For each entry in the listing, produce an exact copy.

**Supplied records:**
===============
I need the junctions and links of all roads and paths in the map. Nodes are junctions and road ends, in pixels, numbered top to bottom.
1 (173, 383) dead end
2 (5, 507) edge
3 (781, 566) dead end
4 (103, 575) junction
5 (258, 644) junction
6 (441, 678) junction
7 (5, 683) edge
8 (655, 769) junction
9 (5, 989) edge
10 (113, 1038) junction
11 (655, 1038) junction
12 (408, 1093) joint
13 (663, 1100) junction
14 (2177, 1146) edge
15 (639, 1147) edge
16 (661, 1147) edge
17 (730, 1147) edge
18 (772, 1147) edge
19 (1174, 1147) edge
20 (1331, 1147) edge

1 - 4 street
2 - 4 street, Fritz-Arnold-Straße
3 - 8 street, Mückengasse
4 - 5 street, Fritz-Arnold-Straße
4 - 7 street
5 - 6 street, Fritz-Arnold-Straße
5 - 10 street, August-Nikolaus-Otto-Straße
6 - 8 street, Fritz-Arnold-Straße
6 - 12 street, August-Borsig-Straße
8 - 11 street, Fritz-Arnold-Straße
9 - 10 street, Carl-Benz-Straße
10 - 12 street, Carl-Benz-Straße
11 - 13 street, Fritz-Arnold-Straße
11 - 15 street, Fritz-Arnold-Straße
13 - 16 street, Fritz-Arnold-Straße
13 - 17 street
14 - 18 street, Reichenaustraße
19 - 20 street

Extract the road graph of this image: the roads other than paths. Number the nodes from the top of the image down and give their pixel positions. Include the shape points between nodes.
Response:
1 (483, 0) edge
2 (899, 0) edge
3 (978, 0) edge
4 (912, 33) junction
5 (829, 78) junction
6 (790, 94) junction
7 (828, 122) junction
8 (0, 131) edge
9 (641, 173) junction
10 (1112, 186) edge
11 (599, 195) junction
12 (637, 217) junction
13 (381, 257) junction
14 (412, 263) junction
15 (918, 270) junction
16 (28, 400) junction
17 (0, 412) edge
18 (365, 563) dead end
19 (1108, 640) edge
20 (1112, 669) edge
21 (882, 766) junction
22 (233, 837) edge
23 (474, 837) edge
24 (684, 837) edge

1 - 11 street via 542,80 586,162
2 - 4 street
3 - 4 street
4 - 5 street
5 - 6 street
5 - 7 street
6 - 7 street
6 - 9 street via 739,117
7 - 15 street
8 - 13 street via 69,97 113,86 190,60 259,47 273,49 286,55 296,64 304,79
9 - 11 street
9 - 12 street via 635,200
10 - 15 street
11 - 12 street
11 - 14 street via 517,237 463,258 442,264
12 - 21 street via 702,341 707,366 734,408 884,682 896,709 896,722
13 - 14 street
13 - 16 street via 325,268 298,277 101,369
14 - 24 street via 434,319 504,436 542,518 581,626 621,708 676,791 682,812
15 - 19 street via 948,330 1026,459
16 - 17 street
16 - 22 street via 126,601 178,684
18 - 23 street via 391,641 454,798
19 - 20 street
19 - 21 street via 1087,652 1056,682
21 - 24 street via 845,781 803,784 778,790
===============
**Exercise answer:**
I need the junctions and links of all roads and paths in the map. Nodes are junctions and road ends, in pixels, numbered top to bottom.
1 (173, 383) dead end
2 (5, 507) edge
3 (781, 566) dead end
4 (103, 575) junction
5 (258, 644) junction
6 (441, 678) junction
7 (5, 683) edge
8 (655, 769) junction
9 (5, 989) edge
10 (113, 1038) junction
11 (655, 1038) junction
12 (408, 1093) joint
13 (663, 1100) junction
14 (2177, 1146) edge
15 (639, 1147) edge
16 (661, 1147) edge
17 (730, 1147) edge
18 (772, 1147) edge
19 (1174, 1147) edge
20 (1331, 1147) edge

1 - 4 street
2 - 4 street, Fritz-Arnold-Straße
3 - 8 street, Mückengasse
4 - 5 street, Fritz-Arnold-Straße
4 - 7 street
5 - 6 street, Fritz-Arnold-Straße
5 - 10 street, August-Nikolaus-Otto-Straße
6 - 8 street, Fritz-Arnold-Straße
6 - 12 street, August-Borsig-Straße
8 - 11 street, Fritz-Arnold-Straße
9 - 10 street, Carl-Benz-Straße
10 - 12 street, Carl-Benz-Straße
11 - 13 street, Fritz-Arnold-Straße
11 - 15 street, Fritz-Arnold-Straße
13 - 16 street, Fritz-Arnold-Straße
13 - 17 street
14 - 18 street, Reichenaustraße
19 - 20 street

Extract the road graph of this image: the roads other than paths. Number the nodes from the top of the image down and give their pixel positions. Include the shape points between nodes.
Response:
1 (483, 0) edge
2 (899, 0) edge
3 (978, 0) edge
4 (912, 33) junction
5 (829, 78) junction
6 (790, 94) junction
7 (828, 122) junction
8 (0, 131) edge
9 (641, 173) junction
10 (1112, 186) edge
11 (599, 195) junction
12 (637, 217) junction
13 (381, 257) junction
14 (412, 263) junction
15 (918, 270) junction
16 (28, 400) junction
17 (0, 412) edge
18 (365, 563) dead end
19 (1108, 640) edge
20 (1112, 669) edge
21 (882, 766) junction
22 (233, 837) edge
23 (474, 837) edge
24 (684, 837) edge

1 - 11 street via 542,80 586,162
2 - 4 street
3 - 4 street
4 - 5 street
5 - 6 street
5 - 7 street
6 - 7 street
6 - 9 street via 739,117
7 - 15 street
8 - 13 street via 69,97 113,86 190,60 259,47 273,49 286,55 296,64 304,79
9 - 11 street
9 - 12 street via 635,200
10 - 15 street
11 - 12 street
11 - 14 street via 517,237 463,258 442,264
12 - 21 street via 702,341 707,366 734,408 884,682 896,709 896,722
13 - 14 street
13 - 16 street via 325,268 298,277 101,369
14 - 24 street via 434,319 504,436 542,518 581,626 621,708 676,791 682,812
15 - 19 street via 948,330 1026,459
16 - 17 street
16 - 22 street via 126,601 178,684
18 - 23 street via 391,641 454,798
19 - 20 street
19 - 21 street via 1087,652 1056,682
21 - 24 street via 845,781 803,784 778,790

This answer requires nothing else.